In the news:
Originally published Monday, January 30, 2012 at 10:30 AM
Glance: Diseases targeted by Gates Foundation push
The coordinated push by the Bill & Melinda Gates Foundation, 13 major drugmakers, government groups and health charities aims to eliminate by 2020:
The Associated Press
The coordinated push by the Bill & Melinda Gates Foundation, 13 major drugmakers, government groups and health charities aims to eliminate by 2020:
-Guinea worm disease, infection by nematode worms growing up to 3 feet in length. It's transmitted by drinking water, and the female worm eventually emerges painfully through skin.
-Leprosy, or Hansen's Disease. A bacterial infection, it causes severe and disfiguring damage to skin, eyes, nerves and lining of the upper respiratory tract.
-Trachoma, the leading infectious cause of blindness. Repeated bacterial infections cause eyelids to scar and ultimately turn inward.
-Sleeping sickness. A parasitic disease spread by tsetse fly bites. Without early treatment it causes mental debilitation and death.

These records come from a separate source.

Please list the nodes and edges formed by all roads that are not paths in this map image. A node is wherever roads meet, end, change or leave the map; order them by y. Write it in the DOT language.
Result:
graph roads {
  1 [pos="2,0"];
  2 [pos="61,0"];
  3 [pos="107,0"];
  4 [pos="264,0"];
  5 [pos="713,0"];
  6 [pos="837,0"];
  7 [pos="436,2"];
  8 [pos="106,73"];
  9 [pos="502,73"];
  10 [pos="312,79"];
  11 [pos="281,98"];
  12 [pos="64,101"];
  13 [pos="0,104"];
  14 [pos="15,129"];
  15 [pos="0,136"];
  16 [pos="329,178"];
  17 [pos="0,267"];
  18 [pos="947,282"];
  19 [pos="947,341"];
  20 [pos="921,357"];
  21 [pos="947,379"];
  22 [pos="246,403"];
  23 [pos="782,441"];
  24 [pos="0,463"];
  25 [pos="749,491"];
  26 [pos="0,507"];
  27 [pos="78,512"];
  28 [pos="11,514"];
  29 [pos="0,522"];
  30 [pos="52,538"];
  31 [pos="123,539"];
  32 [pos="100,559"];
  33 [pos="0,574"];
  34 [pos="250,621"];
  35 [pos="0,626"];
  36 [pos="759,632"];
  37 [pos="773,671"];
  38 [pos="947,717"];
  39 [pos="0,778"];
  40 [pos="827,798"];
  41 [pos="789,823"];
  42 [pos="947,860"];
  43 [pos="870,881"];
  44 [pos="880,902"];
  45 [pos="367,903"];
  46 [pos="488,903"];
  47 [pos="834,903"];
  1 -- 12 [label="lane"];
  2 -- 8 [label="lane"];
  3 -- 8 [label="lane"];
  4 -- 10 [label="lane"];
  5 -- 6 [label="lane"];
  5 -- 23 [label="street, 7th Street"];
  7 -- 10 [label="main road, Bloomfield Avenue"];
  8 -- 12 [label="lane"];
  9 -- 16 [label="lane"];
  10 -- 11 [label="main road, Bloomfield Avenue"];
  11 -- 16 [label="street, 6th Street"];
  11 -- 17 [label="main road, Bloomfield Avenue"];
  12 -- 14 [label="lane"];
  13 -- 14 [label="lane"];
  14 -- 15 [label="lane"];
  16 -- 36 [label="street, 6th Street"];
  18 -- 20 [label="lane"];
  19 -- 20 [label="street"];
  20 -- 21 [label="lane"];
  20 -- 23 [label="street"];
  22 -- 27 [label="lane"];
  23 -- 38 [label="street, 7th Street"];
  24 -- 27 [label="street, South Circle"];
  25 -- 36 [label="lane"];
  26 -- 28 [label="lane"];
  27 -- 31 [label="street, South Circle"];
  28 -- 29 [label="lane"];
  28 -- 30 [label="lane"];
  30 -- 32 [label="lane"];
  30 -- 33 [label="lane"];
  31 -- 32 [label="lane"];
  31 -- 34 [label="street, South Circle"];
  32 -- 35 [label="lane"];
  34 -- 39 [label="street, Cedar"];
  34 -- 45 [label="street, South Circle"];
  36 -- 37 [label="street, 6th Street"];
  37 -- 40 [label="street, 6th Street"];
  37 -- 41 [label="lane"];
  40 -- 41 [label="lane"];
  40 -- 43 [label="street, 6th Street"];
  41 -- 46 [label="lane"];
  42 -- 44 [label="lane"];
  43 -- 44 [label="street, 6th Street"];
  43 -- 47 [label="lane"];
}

-Lymphatic filariasis. Better known as elephantiasis, the mosquito-borne worm disease incubates for years until the worms grow large enough to cause massive swelling.
The project also aims to control:
-River blindness. A black fly-borne parasitic disease caused by a worm, it causes skin lesions, severe itching and vision damage, including permanent blindness, and can shorten life expectancy by 15 years.
-Schistosomiasis. Transmitted by parasitic worms that penetrate the skin in fresh water, it damages organs and kills after parasite eggs accumulate in tissue.
-Chagas disease. A parasitic infection mainly transmitted through bug bites, it causes skin lesions and swollen eyelids and, in the chronic phase, damage to the heart, colon or esophagus.
-Visceral leishmaniasis, a parasitic infection spread by sandflies. It can cause skin infections and disfiguring lesions and, if untreated, attacks internal organs and kills within two years.
-Soil-transmitted helminthes, intestinal worms transmitted by fecal-oral contamination or through skin. It causes malnutrition, anemia, diarrhea, abdominal pain, loss of appetite and impaired mental and physical development in children.